The Bluefruit LE Sniffer comes pre-flashed with the special sniffer firmware image, but you'll need to go to Nordic's website and download the nRF-Sniffer package to capture the data on Windows and push it out into Wireshark for packet by packet analysis.
Go to the nRF Sniffer product page downloads tab, then download the latest V1 version of the utility, and unzip it.
Inside this downloaded file you'll find the sniffer executable, which will open up the command-line tool when you click on it.
In order to use the sniffer utility you'll also need to download Wireshark, preferably verison 1.12.1 (the same one used in this tutorial).
You may need to explore the download mirrors, such as https://1.na.dl.wireshark.org/ to find the download link since they dont have a direct v1 link
Simply select the 32-bit or 64-bit Windows Installer and install it on your machine using the default settings:
Now that everything is installed, you can get started using the Bluefruit LE Sniffer and the sniffer bridge SW that pushes any sniffed data out into Wireshark ...
The nRF-Sniffer can only sniff one device at a time, so the first step is getting the sniffer running and then selecting the device that you want to debug.
Start nRF-Sniffer by running the ble-sniffer_win executable (for example: ble-sniffer_win_1.0.1_1111_Sniffer.exe).
This will try to detect the device running the nRF-Sniffer firmware over a UART COM port.
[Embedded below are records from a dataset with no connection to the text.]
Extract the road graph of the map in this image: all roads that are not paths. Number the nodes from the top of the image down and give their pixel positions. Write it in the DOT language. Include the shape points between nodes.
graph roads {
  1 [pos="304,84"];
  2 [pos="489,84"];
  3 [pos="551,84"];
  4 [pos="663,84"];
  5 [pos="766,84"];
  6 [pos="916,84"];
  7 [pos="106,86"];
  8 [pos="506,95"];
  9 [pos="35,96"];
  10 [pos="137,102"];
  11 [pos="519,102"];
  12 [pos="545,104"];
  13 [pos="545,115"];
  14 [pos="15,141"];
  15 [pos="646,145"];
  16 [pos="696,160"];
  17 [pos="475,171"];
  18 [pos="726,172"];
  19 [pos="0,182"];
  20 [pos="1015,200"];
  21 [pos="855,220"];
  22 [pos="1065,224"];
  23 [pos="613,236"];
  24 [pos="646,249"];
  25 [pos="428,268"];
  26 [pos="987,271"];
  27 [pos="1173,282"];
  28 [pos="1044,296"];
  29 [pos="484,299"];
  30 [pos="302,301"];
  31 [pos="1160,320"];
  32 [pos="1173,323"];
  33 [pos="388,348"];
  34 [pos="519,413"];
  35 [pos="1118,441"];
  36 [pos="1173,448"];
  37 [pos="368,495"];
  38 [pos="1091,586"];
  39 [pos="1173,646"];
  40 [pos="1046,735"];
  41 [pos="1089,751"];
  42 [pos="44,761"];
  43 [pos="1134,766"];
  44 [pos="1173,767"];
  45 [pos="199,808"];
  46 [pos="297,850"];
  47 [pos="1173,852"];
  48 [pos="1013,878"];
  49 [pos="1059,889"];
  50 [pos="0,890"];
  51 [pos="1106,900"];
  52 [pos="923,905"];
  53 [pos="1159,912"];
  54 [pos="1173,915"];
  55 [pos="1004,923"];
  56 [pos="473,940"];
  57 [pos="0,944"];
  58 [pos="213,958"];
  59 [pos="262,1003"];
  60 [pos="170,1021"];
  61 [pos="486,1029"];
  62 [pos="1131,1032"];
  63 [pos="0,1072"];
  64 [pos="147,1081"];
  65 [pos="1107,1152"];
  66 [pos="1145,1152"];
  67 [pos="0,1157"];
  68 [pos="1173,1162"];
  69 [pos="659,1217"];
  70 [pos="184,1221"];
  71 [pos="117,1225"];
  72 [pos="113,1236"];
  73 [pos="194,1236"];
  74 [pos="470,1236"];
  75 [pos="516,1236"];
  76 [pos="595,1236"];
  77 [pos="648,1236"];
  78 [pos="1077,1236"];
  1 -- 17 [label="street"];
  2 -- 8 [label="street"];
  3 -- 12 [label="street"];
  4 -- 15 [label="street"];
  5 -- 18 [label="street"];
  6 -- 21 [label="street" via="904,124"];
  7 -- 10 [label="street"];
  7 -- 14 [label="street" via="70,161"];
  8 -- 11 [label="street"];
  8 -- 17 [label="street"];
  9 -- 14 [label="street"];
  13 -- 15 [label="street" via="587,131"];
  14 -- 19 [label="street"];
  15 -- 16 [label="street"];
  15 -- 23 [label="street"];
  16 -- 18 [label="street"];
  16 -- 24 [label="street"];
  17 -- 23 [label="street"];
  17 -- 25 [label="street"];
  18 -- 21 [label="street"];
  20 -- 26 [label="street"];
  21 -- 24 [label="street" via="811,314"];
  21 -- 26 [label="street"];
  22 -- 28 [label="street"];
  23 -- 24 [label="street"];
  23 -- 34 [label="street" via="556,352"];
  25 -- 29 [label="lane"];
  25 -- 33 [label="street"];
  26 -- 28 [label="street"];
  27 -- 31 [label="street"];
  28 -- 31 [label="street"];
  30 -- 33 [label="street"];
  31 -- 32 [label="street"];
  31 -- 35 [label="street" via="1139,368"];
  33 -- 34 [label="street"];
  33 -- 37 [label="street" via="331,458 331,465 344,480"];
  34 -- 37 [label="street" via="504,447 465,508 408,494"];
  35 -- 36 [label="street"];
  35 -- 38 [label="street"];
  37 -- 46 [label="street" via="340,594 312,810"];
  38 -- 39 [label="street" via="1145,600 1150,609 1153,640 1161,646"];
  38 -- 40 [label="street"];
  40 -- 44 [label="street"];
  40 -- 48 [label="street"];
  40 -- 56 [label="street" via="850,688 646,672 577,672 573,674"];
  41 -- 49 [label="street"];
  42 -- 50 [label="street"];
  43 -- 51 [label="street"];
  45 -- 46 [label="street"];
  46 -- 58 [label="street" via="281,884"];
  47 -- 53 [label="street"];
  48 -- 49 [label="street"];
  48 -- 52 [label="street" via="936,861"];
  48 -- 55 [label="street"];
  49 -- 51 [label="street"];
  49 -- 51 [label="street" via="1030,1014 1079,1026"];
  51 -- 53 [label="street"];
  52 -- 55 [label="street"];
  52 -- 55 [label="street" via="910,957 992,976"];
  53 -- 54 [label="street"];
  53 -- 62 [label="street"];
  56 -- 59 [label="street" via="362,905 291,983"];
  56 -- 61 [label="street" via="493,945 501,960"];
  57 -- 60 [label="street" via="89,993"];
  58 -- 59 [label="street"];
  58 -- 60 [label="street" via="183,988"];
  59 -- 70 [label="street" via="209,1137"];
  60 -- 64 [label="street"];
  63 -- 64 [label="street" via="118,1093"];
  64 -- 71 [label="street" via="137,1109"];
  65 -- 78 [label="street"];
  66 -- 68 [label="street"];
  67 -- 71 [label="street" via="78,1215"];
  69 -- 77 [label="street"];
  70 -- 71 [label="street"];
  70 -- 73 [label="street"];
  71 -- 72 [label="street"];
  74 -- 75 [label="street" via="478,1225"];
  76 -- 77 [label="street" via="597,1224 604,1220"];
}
If the board isn't detected right away type 'f' to erase any previous com port settings, or try removing and then re-inserting the sniffer while the console application is running.
Once the sniffer is found, you should see a list of all BLE devices that were detected in listening range:
In this particular case, we'll select device number 2, which is a BLEFriend running the standard UART firmware.
Type the device number you want to sniffer (in this case '2'), and you should see the device highlighted in the list, similar to the image below:
At this point you can type 'w', which will try to open wireshark and start pushing data out via a dedicate pipe created by the nRF-Sniffer utility.